> Directions for this task: Scan the material below for every line with the string "Pertini", and copy those lines.

> Available data:
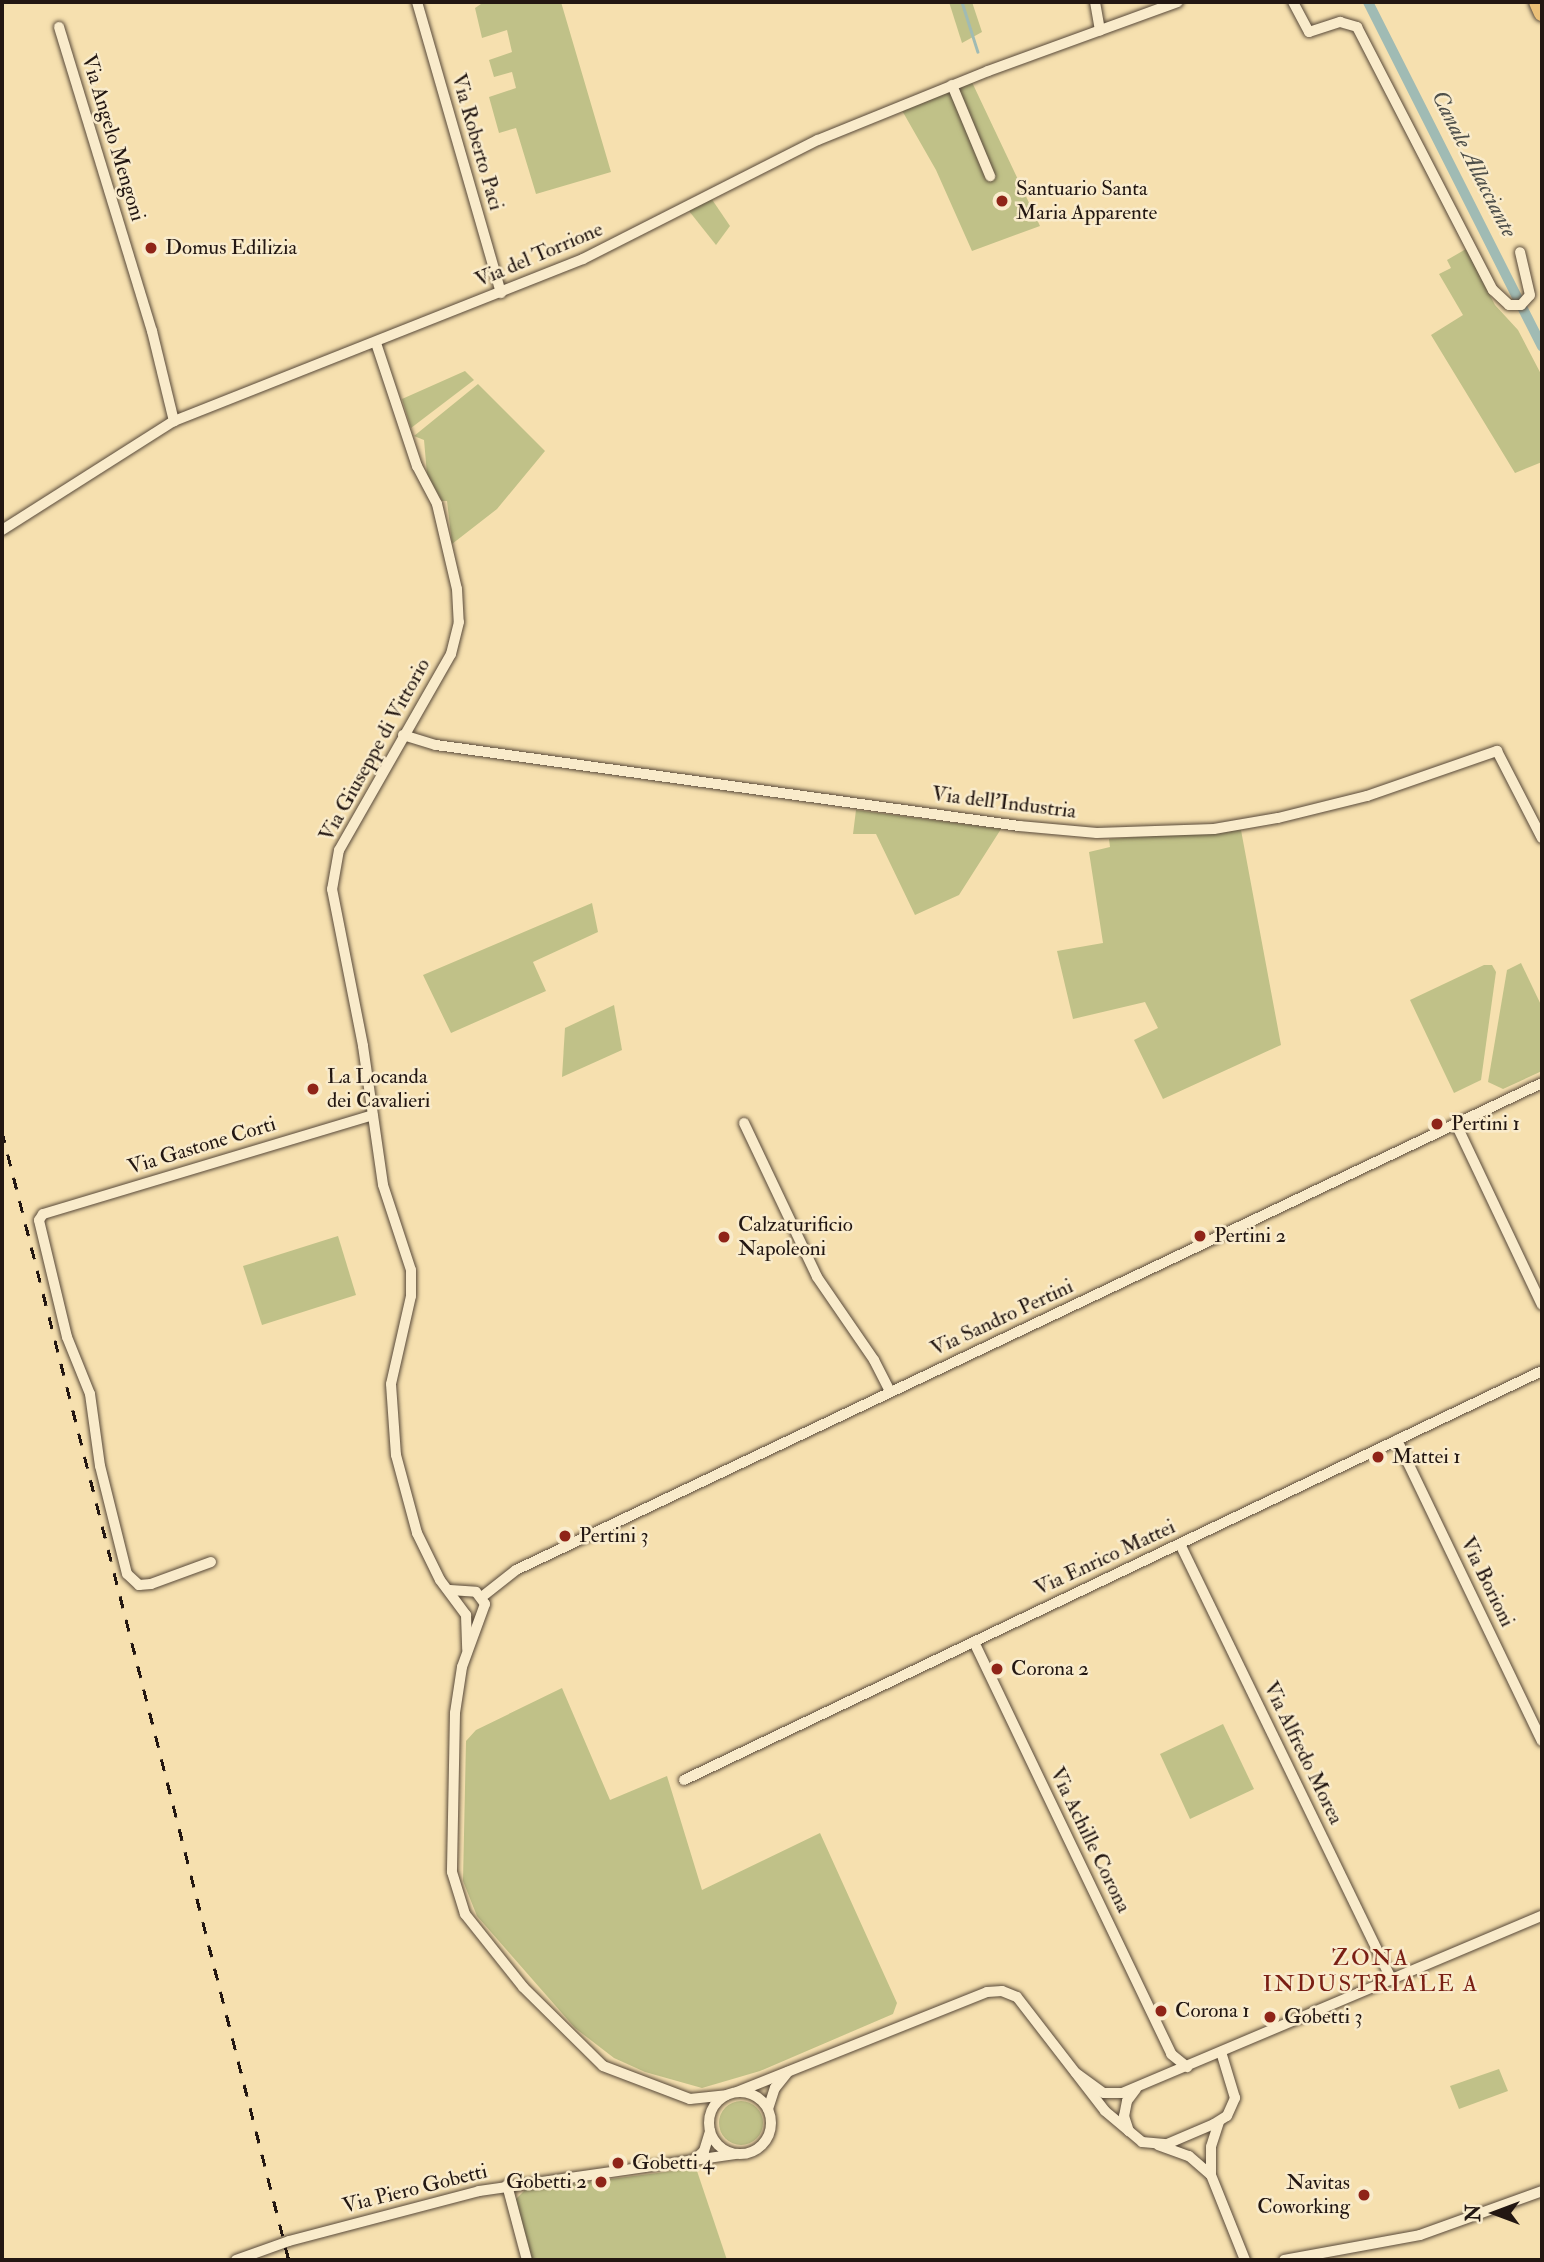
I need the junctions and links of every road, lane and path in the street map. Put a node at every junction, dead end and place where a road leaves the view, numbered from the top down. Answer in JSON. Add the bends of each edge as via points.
{"nodes":[{"id":1,"x":417,"y":2,"type":"edge"},
{"id":2,"x":1094,"y":2,"type":"edge"},
{"id":3,"x":1178,"y":2,"type":"edge"},
{"id":4,"x":1293,"y":2,"type":"edge"},
{"id":5,"x":1537,"y":2,"type":"edge"},
{"id":6,"x":1542,"y":13,"type":"edge"},
{"id":7,"x":60,"y":27,"type":"dead end"},
{"id":8,"x":1101,"y":31,"type":"junction"},
{"id":9,"x":952,"y":85,"type":"junction"},
{"id":10,"x":990,"y":176,"type":"dead end"},
{"id":11,"x":1520,"y":252,"type":"dead end"},
{"id":12,"x":501,"y":293,"type":"junction"},
{"id":13,"x":376,"y":343,"type":"junction"},
{"id":14,"x":174,"y":421,"type":"junction"},
{"id":15,"x":2,"y":530,"type":"edge"},
{"id":16,"x":403,"y":735,"type":"junction"},
{"id":17,"x":1542,"y":838,"type":"edge"},
{"id":18,"x":1542,"y":1083,"type":"edge"},
{"id":19,"x":372,"y":1115,"type":"junction"},
{"id":20,"x":744,"y":1123,"type":"dead end"},
{"id":21,"x":1456,"y":1124,"type":"junction"},
{"id":22,"x":1542,"y":1305,"type":"edge"},
{"id":23,"x":1542,"y":1371,"type":"edge"},
{"id":24,"x":890,"y":1392,"type":"junction"},
{"id":25,"x":1398,"y":1440,"type":"junction"},
{"id":26,"x":1180,"y":1544,"type":"junction"},
{"id":27,"x":211,"y":1562,"type":"dead end"},
{"id":28,"x":448,"y":1589,"type":"junction"},
{"id":29,"x":465,"y":1593,"type":"junction"},
{"id":30,"x":483,"y":1596,"type":"junction"},
{"id":31,"x":459,"y":1604,"type":"junction"},
{"id":32,"x":480,"y":1614,"type":"junction"},
{"id":33,"x":466,"y":1615,"type":"junction"},
{"id":34,"x":974,"y":1642,"type":"junction"},
{"id":35,"x":467,"y":1649,"type":"junction"},
{"id":36,"x":1542,"y":1741,"type":"edge"},
{"id":37,"x":684,"y":1780,"type":"dead end"},
{"id":38,"x":1542,"y":1916,"type":"edge"},
{"id":39,"x":1392,"y":1980,"type":"junction"},
{"id":40,"x":1222,"y":2052,"type":"junction"},
{"id":41,"x":1171,"y":2054,"type":"junction"},
{"id":42,"x":1187,"y":2067,"type":"junction"},
{"id":43,"x":788,"y":2071,"type":"junction"},
{"id":44,"x":1172,"y":2073,"type":"junction"},
{"id":45,"x":1076,"y":2074,"type":"junction"},
{"id":46,"x":1138,"y":2087,"type":"junction"},
{"id":47,"x":732,"y":2093,"type":"junction"},
{"id":48,"x":690,"y":2099,"type":"junction"},
{"id":49,"x":768,"y":2109,"type":"junction"},
{"id":50,"x":1219,"y":2122,"type":"junction"},
{"id":51,"x":709,"y":2127,"type":"junction"},
{"id":52,"x":1129,"y":2131,"type":"junction"},
{"id":53,"x":1158,"y":2146,"type":"junction"},
{"id":54,"x":735,"y":2154,"type":"junction"},
{"id":55,"x":691,"y":2163,"type":"junction"},
{"id":56,"x":1211,"y":2175,"type":"junction"},
{"id":57,"x":507,"y":2185,"type":"junction"},
{"id":58,"x":1542,"y":2191,"type":"edge"},
{"id":59,"x":236,"y":2260,"type":"edge"},
{"id":60,"x":527,"y":2260,"type":"edge"},
{"id":61,"x":1245,"y":2260,"type":"edge"},
{"id":62,"x":1284,"y":2260,"type":"edge"}],
"edges":[{"from":1,"to":12,"type":"street","name":"Via Roberto Paci"},
{"from":2,"to":8,"type":"street"},
{"from":3,"to":8,"type":"street","name":"Via del Torrione"},
{"from":4,"to":11,"type":"street","via":[[1309,32],[1340,22],[1357,27],[1493,290],[1509,305],[1528,300],[1530,289]]},
{"from":5,"to":6,"type":"highway"},
{"from":7,"to":14,"type":"street","name":"Via Angelo Mengoni","via":[[152,331]]},
{"from":8,"to":9,"type":"street","name":"Via del Torrione"},
{"from":9,"to":10,"type":"street"},
{"from":9,"to":12,"type":"street","name":"Via del Torrione","via":[[818,140],[609,247]]},
{"from":12,"to":13,"type":"street","name":"Via del Torrione"},
{"from":13,"to":14,"type":"street","name":"Via del Torrione"},
{"from":13,"to":16,"type":"street","name":"Via Giuseppe di Vittorio","via":[[417,466],[437,504],[459,606],[451,654]]},
{"from":14,"to":15,"type":"street","name":"Via del Torrione"},
{"from":16,"to":17,"type":"street","name":"Via dell'Industria","via":[[436,745],[1097,833],[1214,828],[1278,818],[1367,796],[1497,751]]},
{"from":16,"to":19,"type":"street","name":"Via Giuseppe di Vittorio","via":[[339,850],[332,889]]},
{"from":18,"to":21,"type":"street","name":"Via Sandro Pertini"},
{"from":19,"to":27,"type":"street","name":"Via Gastone Corti","via":[[43,1214],[39,1220],[67,1337],[90,1394],[100,1466],[127,1573],[139,1585],[151,1584]]},
{"from":19,"to":28,"type":"street","name":"Via Giuseppe di Vittorio","via":[[383,1185],[411,1270],[411,1296],[391,1384],[396,1455],[417,1533]]},
{"from":20,"to":24,"type":"street","via":[[817,1277],[874,1360]]},
{"from":21,"to":22,"type":"street"},
{"from":21,"to":24,"type":"street","name":"Via Sandro Pertini"},
{"from":23,"to":25,"type":"street","name":"Via Enrico Mattei"},
{"from":24,"to":30,"type":"street","name":"Via Sandro Pertini","via":[[516,1570]]},
{"from":25,"to":26,"type":"street","name":"Via Enrico Mattei"},
{"from":25,"to":36,"type":"street","name":"Via Borioni"},
{"from":26,"to":34,"type":"street","name":"Via Enrico Mattei"},
{"from":26,"to":39,"type":"street","name":"Via Alfredo Morea"},
{"from":28,"to":29,"type":"street"},
{"from":28,"to":31,"type":"street","name":"Via Giuseppe di Vittorio"},
{"from":29,"to":30,"type":"street"},
{"from":29,"to":31,"type":"street"},
{"from":30,"to":32,"type":"street"},
{"from":31,"to":33,"type":"street","name":"Via Giuseppe di Vittorio"},
{"from":32,"to":33,"type":"street"},
{"from":32,"to":35,"type":"street"},
{"from":33,"to":35,"type":"street"},
{"from":34,"to":37,"type":"street","name":"Via Enrico Mattei"},
{"from":34,"to":41,"type":"street","name":"Via Achille Corona"},
{"from":35,"to":48,"type":"street","via":[[454,1735],[452,1872],[457,1900],[523,1987],[598,2062]]},
{"from":38,"to":39,"type":"street"},
{"from":39,"to":40,"type":"street"},
{"from":40,"to":42,"type":"street"},
{"from":40,"to":50,"type":"street","via":[[1235,2098]]},
{"from":41,"to":42,"type":"street","name":"Via Achille Corona"},
{"from":41,"to":44,"type":"street","name":"Via Achille Corona"},
{"from":42,"to":44,"type":"street"},
{"from":43,"to":45,"type":"street","via":[[995,1990],[1017,1997]]},
{"from":43,"to":47,"type":"street"},
{"from":43,"to":49,"type":"street","via":[[775,2088]]},
{"from":44,"to":46,"type":"street"},
{"from":45,"to":46,"type":"street","via":[[1112,2095]]},
{"from":45,"to":52,"type":"street","via":[[1105,2111]]},
{"from":46,"to":52,"type":"street","via":[[1125,2106]]},
{"from":47,"to":48,"type":"street"},
{"from":47,"to":49,"type":"street","via":[[759,2098]]},
{"from":47,"to":51,"type":"street","via":[[714,2106]]},
{"from":48,"to":51,"type":"street"},
{"from":49,"to":54,"type":"street","via":[[772,2124],[767,2139],[756,2150]]},
{"from":50,"to":53,"type":"street"},
{"from":50,"to":56,"type":"street","via":[[1211,2147]]},
{"from":51,"to":54,"type":"street","via":[[722,2149]]},
{"from":51,"to":55,"type":"street","via":[[704,2151]]},
{"from":52,"to":53,"type":"street","via":[[1142,2142]]},
{"from":53,"to":56,"type":"street","via":[[1189,2156]]},
{"from":54,"to":55,"type":"street","name":"Via Piero Gobetti"},
{"from":55,"to":57,"type":"street","name":"Via Piero Gobetti"},
{"from":56,"to":61,"type":"street"},
{"from":57,"to":59,"type":"street","name":"Via Piero Gobetti","via":[[301,2238]]},
{"from":57,"to":60,"type":"street"},
{"from":58,"to":62,"type":"street","via":[[1420,2235]]}]}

> Answer space:
{"from":18,"to":21,"type":"street","name":"Via Sandro Pertini"},
{"from":21,"to":24,"type":"street","name":"Via Sandro Pertini"},
{"from":24,"to":30,"type":"street","name":"Via Sandro Pertini","via":[[516,1570]]},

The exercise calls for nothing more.